* **Task to carry out**
The goal is an unaltered copy of the records below, minus any images.

Segment Start: Dataset entries

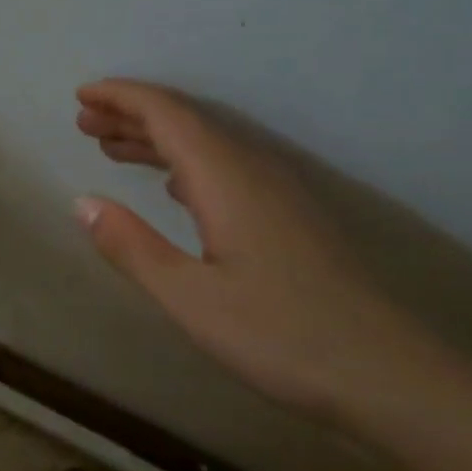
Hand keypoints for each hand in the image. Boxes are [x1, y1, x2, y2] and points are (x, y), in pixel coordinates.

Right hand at [74, 79, 445, 420]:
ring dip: (157, 140)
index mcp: (227, 179)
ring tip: (112, 147)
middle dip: (132, 115)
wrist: (389, 376)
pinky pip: (225, 170)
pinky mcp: (288, 219)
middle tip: (84, 122)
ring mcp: (277, 195)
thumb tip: (82, 202)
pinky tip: (171, 186)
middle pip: (187, 124)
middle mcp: (254, 172)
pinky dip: (185, 165)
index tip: (82, 95)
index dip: (122, 99)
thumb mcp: (189, 298)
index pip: (168, 116)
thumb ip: (131, 246)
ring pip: (207, 147)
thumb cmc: (281, 336)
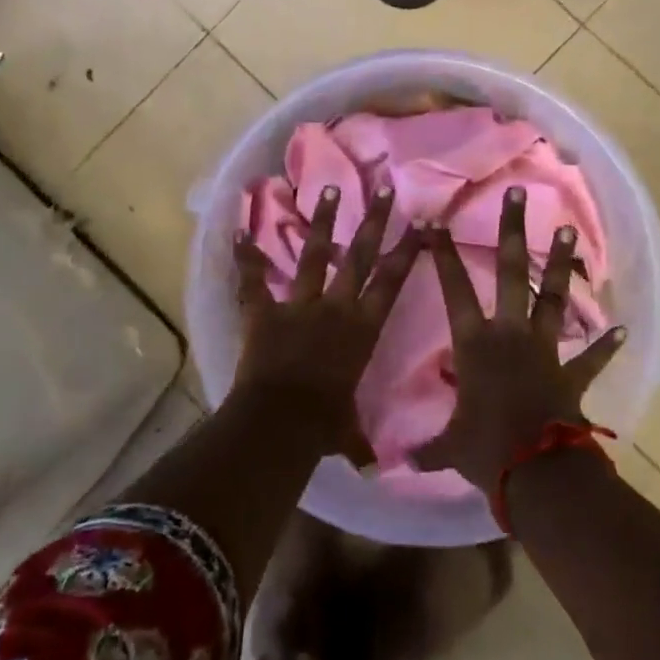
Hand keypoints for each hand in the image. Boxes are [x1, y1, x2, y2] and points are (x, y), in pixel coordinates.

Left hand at [233, 184, 417, 461]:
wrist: (282, 420)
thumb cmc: (324, 426)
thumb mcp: (348, 432)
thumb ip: (359, 443)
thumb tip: (375, 470)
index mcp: (362, 329)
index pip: (392, 282)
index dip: (408, 252)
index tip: (422, 225)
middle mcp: (336, 307)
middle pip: (360, 256)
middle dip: (375, 221)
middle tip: (386, 189)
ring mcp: (299, 304)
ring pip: (315, 254)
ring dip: (323, 221)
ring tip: (329, 189)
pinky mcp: (264, 311)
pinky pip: (253, 280)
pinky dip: (245, 256)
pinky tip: (238, 229)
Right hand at [413, 185, 627, 492]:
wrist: (538, 472)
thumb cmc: (485, 449)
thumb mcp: (449, 446)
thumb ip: (426, 448)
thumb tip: (394, 465)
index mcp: (474, 342)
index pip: (453, 288)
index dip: (442, 253)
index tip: (436, 220)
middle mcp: (509, 333)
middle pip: (509, 270)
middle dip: (512, 230)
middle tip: (518, 193)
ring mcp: (544, 349)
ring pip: (552, 296)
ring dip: (561, 263)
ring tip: (569, 229)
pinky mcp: (572, 373)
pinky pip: (591, 356)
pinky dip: (606, 344)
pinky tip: (623, 328)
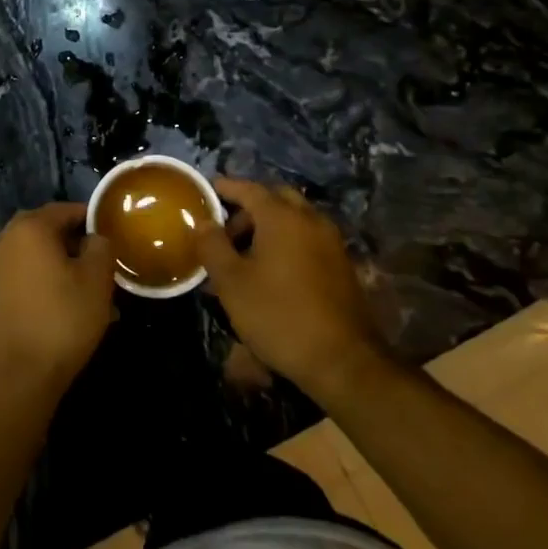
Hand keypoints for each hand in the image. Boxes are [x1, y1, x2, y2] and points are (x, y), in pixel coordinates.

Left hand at [0, 203, 114, 392]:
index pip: (65, 209)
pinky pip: (23, 274)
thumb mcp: (96, 280)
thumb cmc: (61, 320)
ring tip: (86, 287)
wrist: (16, 376)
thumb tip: (94, 237)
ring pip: (35, 254)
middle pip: (47, 229)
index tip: (111, 236)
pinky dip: (43, 280)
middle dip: (74, 241)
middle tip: (100, 261)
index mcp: (30, 227)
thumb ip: (101, 247)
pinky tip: (64, 304)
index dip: (91, 219)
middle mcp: (6, 239)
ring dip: (59, 263)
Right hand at [194, 177, 396, 403]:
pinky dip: (288, 241)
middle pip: (276, 198)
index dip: (226, 187)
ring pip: (295, 218)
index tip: (208, 189)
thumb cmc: (279, 315)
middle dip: (249, 208)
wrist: (343, 361)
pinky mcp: (342, 265)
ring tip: (246, 255)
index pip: (249, 189)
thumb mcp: (232, 283)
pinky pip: (308, 238)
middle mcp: (310, 220)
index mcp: (282, 217)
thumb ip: (213, 246)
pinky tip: (274, 271)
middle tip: (227, 231)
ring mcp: (331, 242)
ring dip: (270, 226)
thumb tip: (203, 222)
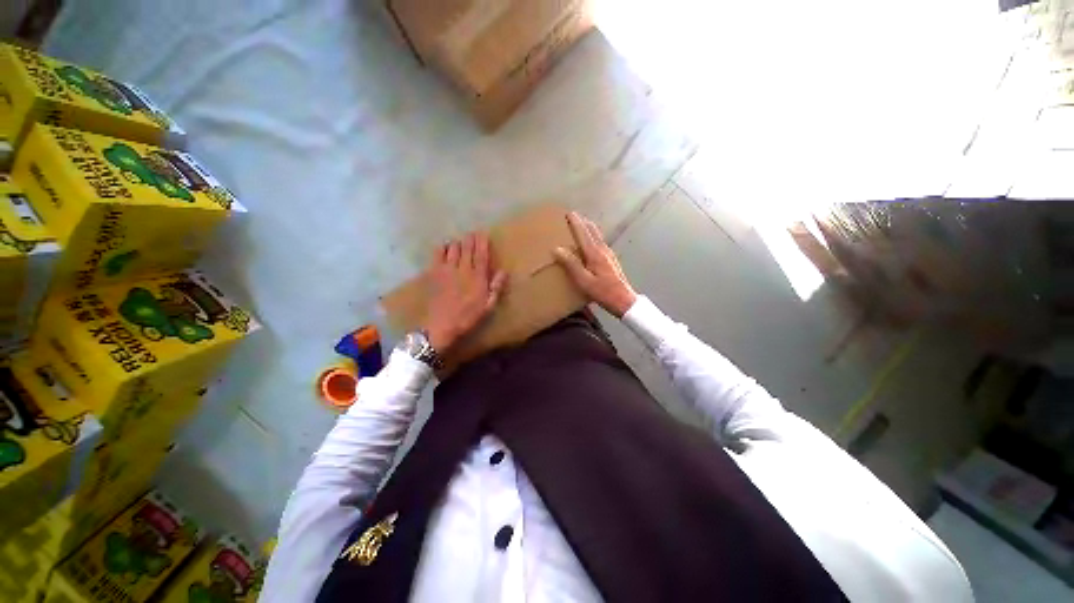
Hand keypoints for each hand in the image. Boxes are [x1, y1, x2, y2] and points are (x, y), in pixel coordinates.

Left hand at [424, 232, 507, 353]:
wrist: (441, 325)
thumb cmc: (468, 317)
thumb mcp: (488, 306)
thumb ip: (496, 287)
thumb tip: (504, 271)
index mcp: (478, 277)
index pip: (481, 255)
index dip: (482, 242)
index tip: (483, 233)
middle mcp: (463, 269)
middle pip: (467, 248)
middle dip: (470, 239)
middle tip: (472, 234)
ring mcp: (447, 270)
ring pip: (453, 248)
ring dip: (457, 243)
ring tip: (459, 243)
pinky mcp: (434, 273)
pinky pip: (437, 254)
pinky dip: (442, 248)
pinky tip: (444, 248)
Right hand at [553, 212, 637, 316]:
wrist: (624, 300)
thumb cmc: (602, 292)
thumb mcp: (583, 280)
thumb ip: (571, 264)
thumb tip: (557, 249)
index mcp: (595, 253)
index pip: (583, 233)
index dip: (576, 222)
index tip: (569, 213)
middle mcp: (603, 250)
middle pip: (593, 231)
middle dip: (583, 222)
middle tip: (574, 217)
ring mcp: (609, 254)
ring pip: (598, 236)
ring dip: (589, 229)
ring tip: (581, 226)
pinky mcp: (612, 260)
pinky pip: (600, 242)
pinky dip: (593, 237)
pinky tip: (591, 243)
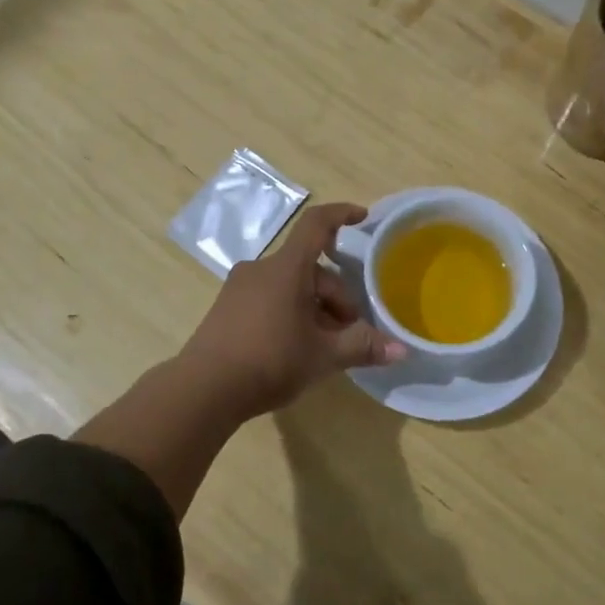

Segment End: Dataset entries

* **Task solution**
Hand keypoints for each hand in the image. Boxes are [x1, y1, x2, y2] and points are (x, y), in pixel coordinates.

Right hand at [74, 79, 445, 420]:
ring dip: (157, 140)
index mcp: (227, 179)
ring tip: (112, 147)
middle dip: (132, 115)
wrist: (389, 376)
pinky pip: (225, 170)
pinky mcp: (288, 219)
middle tip: (84, 122)
ring mcp: (277, 195)
thumb tip: (82, 202)
pinky tip: (171, 186)
middle pip: (187, 124)
middle mcp: (254, 172)
pinky dip: (185, 165)
index tip: (82, 95)
index dip: (122, 99)
thumb mcp: (189, 298)
index pip: (168, 116)
thumb ip: (131, 246)
ring pip: (207, 147)
thumb cmc: (281, 336)
Hand keypoints for each hand in the image. Boxes are [x1, y1, x2, y2] and points are (x, y), in pixel coordinates.

Left hand at [233, 184, 417, 461]:
wrist: (282, 420)
thumb cmc: (324, 426)
thumb mcp: (348, 432)
thumb ip: (359, 443)
thumb tip: (375, 470)
index mcp: (362, 329)
index pip: (392, 282)
index dip: (408, 252)
index tip: (422, 225)
middle mcp: (336, 307)
middle pip: (360, 256)
middle dip: (375, 221)
middle tip: (386, 189)
ring mcp: (299, 304)
ring pip: (315, 254)
ring dip: (323, 221)
ring tip: (329, 189)
pinky mcp: (264, 311)
pinky pip: (253, 280)
pinky dip: (245, 256)
pinky tip: (238, 229)
Right hand at [413, 185, 627, 492]:
wrist: (538, 472)
thumb cmc: (485, 449)
thumb mcp: (449, 446)
thumb ip: (426, 448)
thumb tip: (394, 465)
index mcp: (474, 342)
index pip: (453, 288)
index dip: (442, 253)
index tip: (436, 220)
middle mcp: (509, 333)
middle pip: (509, 270)
middle dip: (512, 230)
middle tip: (518, 193)
ring mcp: (544, 349)
ring pip: (552, 296)
ring dip: (561, 263)
ring tip: (569, 229)
pinky mcp: (572, 373)
pinky pip: (591, 356)
pinky dip: (606, 344)
pinky tip: (623, 328)
Hand keypoints for each hand in the image. Boxes are [x1, y1, x2, y2] and points are (x, y), in pixel coordinates.

Left hand at [0, 203, 114, 392]:
index pip: (65, 209)
pinky pip: (23, 274)
thumb mcp: (96, 280)
thumb cmc: (61, 320)
ring tip: (86, 287)
wrist: (16, 376)
thumb tip: (94, 237)
ring pip: (35, 254)
middle pip: (47, 229)
index tip: (111, 236)
pinky dip: (43, 280)
middle dip: (74, 241)
middle tip: (100, 261)
index mcp: (30, 227)
thumb ip: (101, 247)
pinky tip: (64, 304)
index dip: (91, 219)
middle mcp: (6, 239)
ring dip: (59, 263)
Right hand at [194, 177, 396, 403]:
pinky dip: (288, 241)
middle pip: (276, 198)
index dip: (226, 187)
ring pip: (295, 218)
index tip: (208, 189)
thumb cmc: (279, 315)
middle dip: (249, 208)
wrist: (343, 361)
pinky mcp: (342, 265)
ring tip: (246, 255)
index pip: (249, 189)
thumb mcp: (232, 283)
pinky pip: (308, 238)
middle mcp: (310, 220)
index mcp: (282, 217)
thumb ip: (213, 246)
pinky tip: (274, 271)
middle tip: (227, 231)
ring mcp: (331, 242)
ring dip: (270, 226)
thumb tip: (203, 222)
Hand keypoints for each hand in the image. Boxes are [x1, y1, x2, y2] and points are (x, y), in pixel coordinates.

Left hand at [424, 232, 507, 353]:
wrist: (441, 325)
thumb cmc: (468, 317)
thumb mcp: (488, 306)
thumb ip: (496, 287)
thumb tip: (504, 271)
index mcp: (478, 277)
index pip: (481, 255)
index dip: (482, 242)
index tip: (483, 233)
middle mcp: (463, 269)
middle pip: (467, 248)
middle dip: (470, 239)
middle tip: (472, 234)
ring mcp: (447, 270)
ring pip: (453, 248)
ring dip: (457, 243)
ring tip: (459, 243)
pinky mcp: (434, 273)
pinky pip: (437, 254)
pinky dip: (442, 248)
pinky tip: (444, 248)
Right hand at [553, 212, 637, 316]:
wrist: (624, 300)
thumb cmc: (602, 292)
thumb mcp: (583, 280)
thumb ip: (571, 264)
thumb tip: (557, 249)
index mcp: (595, 253)
index pip: (583, 233)
index dip: (576, 222)
index tip: (569, 213)
middle mcp: (603, 250)
middle pip: (593, 231)
middle dip: (583, 222)
middle tip: (574, 217)
ring mcp: (609, 254)
ring pip: (598, 236)
ring dip: (589, 229)
ring tip: (581, 226)
pinky mcp: (612, 260)
pinky pip: (600, 242)
pinky dip: (593, 237)
pinky tip: (591, 243)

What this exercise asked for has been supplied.